With the current emphasis encouraging people to stay home, male and female teenagers find themselves with plenty of uninterrupted time. During this time, they get to engage in experimental sexual activities in a curious exploration of their sexuality and the fulfilment of the demanding needs of their fast-growing bodies because they are in the puberty stage. All these fun-filled explorations may go unnoticed only to be revealed a while later by “missing monthly periods” or “a growing bump” otherwise said to be an unwanted pregnancy. This scenario has created stress and anxiety in teenagers. COVID-19 is having a negative impact on the mental health of adolescents. It appears that younger adolescents are more worried about the virus itself, whereas older adolescents are more concerned about the pandemic’s social and economic impacts.
When it comes to nutrition and economic aspects, school closures have also had implications for learners who rely on school feeding programs as a main source of nutrition. With everyone now at home, families’ ability to provide food for their children has been even further reduced. In such poverty, securing food takes precedence over learning. The loss of livelihoods, such as people who lost jobs and businesses that collapsed due to COVID-19, has negatively impacted the income of many families. This has had a negative impact on the nutrition of most families in Bungoma since children have been at home since school closures in March 2020. Sensitization needs to be done around the importance of maintaining a healthy diet to boost the immune system of much of the population, not only to fight COVID 19 but also to help them fight against other diseases.

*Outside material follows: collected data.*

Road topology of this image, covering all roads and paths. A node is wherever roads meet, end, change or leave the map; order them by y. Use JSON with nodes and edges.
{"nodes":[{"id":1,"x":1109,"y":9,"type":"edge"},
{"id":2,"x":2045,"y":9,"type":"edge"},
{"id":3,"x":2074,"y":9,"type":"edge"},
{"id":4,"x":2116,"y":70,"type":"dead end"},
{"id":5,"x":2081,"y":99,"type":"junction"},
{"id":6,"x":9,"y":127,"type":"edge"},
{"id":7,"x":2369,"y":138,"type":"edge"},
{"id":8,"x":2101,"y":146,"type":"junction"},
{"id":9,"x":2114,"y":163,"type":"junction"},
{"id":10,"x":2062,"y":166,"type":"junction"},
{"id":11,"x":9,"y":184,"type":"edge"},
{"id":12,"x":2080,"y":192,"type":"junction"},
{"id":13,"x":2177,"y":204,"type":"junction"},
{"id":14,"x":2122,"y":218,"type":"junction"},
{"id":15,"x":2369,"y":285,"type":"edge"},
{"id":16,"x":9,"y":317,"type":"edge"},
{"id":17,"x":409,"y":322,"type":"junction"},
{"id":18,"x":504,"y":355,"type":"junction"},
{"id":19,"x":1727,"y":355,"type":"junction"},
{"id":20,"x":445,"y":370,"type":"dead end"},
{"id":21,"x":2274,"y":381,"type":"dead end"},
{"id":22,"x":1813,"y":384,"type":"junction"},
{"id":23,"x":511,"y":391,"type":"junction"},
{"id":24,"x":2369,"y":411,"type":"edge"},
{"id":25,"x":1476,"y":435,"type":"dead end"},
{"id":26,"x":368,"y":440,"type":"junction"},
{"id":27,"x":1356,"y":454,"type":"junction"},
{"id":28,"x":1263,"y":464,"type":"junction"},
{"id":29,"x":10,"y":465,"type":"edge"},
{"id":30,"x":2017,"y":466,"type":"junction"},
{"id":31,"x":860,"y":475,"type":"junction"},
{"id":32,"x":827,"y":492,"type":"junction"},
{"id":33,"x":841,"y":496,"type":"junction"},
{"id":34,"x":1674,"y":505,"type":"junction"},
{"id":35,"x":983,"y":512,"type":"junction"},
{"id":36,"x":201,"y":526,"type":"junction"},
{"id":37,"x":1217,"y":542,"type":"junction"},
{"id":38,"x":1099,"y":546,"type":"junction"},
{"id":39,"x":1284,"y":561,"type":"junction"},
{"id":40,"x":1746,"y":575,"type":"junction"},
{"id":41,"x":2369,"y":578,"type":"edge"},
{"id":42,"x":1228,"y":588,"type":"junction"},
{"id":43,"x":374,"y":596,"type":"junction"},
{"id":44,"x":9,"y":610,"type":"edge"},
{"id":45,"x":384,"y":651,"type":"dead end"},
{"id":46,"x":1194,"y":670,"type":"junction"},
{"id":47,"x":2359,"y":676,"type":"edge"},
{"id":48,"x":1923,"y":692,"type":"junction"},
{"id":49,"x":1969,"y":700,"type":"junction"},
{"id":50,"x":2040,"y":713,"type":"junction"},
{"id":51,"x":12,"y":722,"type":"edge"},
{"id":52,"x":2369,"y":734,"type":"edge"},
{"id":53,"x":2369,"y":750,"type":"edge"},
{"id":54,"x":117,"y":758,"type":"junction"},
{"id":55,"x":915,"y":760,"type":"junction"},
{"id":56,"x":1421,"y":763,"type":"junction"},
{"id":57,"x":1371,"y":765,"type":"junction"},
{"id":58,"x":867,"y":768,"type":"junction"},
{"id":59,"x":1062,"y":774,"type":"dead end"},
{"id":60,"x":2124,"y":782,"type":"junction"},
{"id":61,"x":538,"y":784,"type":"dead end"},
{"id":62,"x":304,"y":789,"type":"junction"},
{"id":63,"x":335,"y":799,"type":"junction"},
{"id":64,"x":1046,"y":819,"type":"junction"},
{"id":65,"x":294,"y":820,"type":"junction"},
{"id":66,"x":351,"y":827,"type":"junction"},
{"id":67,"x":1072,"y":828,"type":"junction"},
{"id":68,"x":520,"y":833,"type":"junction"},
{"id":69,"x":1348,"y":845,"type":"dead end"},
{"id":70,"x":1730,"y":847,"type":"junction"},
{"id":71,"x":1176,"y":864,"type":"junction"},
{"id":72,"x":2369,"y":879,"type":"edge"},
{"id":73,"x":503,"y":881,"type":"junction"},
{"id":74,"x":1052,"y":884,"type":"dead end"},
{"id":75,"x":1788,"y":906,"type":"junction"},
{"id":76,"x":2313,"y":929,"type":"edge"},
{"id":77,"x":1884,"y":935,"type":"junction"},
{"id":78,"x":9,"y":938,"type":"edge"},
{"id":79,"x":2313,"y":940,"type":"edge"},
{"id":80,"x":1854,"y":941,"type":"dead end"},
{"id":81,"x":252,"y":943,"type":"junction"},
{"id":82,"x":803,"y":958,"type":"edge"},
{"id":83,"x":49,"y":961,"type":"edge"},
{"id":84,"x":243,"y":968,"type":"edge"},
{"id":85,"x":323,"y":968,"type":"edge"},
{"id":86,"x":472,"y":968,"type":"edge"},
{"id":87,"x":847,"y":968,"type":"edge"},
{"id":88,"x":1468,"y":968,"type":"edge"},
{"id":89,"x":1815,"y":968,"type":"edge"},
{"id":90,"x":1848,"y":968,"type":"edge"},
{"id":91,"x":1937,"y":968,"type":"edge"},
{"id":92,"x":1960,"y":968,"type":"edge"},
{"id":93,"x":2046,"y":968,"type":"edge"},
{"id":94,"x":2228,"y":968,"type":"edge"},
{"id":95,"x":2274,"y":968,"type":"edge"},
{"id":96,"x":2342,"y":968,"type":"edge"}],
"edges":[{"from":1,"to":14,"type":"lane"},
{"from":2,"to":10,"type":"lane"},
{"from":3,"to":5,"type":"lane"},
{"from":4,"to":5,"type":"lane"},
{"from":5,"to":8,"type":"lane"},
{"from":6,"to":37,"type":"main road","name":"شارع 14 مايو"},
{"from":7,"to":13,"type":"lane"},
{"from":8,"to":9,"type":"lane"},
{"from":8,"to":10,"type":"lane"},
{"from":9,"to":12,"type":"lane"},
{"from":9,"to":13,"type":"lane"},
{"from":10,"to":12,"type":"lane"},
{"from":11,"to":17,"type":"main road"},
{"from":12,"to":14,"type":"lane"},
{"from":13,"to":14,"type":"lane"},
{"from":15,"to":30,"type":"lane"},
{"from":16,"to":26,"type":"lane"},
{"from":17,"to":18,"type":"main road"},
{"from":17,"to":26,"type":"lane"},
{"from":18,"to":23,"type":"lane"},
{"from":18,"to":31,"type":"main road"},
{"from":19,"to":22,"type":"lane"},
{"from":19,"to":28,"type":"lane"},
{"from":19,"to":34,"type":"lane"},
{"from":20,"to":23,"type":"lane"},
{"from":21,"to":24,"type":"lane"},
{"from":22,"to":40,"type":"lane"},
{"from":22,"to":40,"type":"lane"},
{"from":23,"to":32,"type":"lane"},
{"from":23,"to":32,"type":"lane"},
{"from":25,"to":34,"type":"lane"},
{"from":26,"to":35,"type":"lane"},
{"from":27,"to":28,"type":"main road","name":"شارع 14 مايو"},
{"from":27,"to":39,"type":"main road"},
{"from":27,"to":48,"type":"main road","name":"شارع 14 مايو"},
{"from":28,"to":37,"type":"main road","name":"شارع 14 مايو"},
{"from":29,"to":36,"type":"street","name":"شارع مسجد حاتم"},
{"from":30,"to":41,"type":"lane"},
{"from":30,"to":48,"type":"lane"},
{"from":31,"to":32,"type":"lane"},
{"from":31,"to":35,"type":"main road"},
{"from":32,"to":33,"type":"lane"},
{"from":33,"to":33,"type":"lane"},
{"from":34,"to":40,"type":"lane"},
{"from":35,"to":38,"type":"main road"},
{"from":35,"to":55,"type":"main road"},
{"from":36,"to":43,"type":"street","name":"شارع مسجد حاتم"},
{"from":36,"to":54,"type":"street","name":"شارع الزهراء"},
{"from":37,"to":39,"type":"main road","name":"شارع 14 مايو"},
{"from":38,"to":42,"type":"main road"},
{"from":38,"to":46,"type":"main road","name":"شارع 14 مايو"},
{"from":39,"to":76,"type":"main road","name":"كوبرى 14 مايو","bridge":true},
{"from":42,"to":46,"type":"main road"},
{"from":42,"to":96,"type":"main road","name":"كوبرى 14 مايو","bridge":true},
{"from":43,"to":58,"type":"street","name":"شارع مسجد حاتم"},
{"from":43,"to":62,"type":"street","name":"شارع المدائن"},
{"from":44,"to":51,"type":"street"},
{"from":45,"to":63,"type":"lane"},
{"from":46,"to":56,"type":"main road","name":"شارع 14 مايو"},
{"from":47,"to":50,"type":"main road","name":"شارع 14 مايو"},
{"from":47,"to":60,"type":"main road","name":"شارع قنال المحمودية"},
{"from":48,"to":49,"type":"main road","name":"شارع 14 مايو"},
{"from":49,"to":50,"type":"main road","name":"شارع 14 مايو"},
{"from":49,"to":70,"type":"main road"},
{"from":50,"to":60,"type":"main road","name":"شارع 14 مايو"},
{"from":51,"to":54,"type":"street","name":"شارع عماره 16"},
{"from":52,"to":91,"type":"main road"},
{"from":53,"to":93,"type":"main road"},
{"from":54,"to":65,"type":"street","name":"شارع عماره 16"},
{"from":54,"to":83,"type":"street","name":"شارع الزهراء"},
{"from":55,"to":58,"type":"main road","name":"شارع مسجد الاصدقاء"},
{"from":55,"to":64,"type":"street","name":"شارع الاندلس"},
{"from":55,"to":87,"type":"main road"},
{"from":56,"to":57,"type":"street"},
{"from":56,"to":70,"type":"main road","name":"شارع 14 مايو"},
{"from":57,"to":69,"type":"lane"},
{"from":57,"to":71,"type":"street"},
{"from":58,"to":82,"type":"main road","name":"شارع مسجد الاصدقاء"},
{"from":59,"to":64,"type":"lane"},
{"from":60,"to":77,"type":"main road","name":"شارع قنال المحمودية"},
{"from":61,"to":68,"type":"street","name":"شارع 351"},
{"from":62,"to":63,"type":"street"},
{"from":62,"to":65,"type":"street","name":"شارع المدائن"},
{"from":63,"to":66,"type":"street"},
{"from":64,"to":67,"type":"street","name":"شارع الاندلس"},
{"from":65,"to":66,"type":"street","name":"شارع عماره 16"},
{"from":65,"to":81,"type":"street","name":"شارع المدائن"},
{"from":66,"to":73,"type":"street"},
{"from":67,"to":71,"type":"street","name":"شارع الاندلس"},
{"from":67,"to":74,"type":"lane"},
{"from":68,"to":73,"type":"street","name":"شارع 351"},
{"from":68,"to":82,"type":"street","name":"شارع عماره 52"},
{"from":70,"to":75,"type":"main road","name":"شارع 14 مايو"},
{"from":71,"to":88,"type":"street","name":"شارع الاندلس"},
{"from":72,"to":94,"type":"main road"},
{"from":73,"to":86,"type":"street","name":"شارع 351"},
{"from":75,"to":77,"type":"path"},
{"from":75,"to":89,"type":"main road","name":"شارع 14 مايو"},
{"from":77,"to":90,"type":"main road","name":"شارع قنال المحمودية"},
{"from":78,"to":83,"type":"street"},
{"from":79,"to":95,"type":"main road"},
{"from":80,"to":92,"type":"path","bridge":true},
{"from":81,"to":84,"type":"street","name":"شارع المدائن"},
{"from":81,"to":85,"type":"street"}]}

Most parents find it difficult to talk about difficult issues like COVID-19, drug and substance abuse and matters dealing with sexual and reproductive health(SRH) with children. But although it can be challenging, it’s important that parents do talk to their children, especially as there is so much information (and misinformation) already out there. Children might find it difficult to understand what they see on TV, hear on the radio or from their friends. And they can easily fall prey to untruths. It is important for parents to tale advantage of this time with their children at home to address some of the myths and misconceptions that young people believe, in order to raise a generation of good, responsible citizens.
Sensitization session with Quarters FC
The above discussion came up after a successful interaction with teenagers of Quarters FC, a football club of young people who train daily and participate in local tournaments to keep themselves busy during this period, while schools have remained closed.
While COVID-19 has affected nearly all learners globally, school closures have exacerbated already existing inequalities for marginalized learners and come with a host of unintended consequences for vulnerable girls. We must put in place protections for vulnerable girls and ensure that they have access to life-saving education.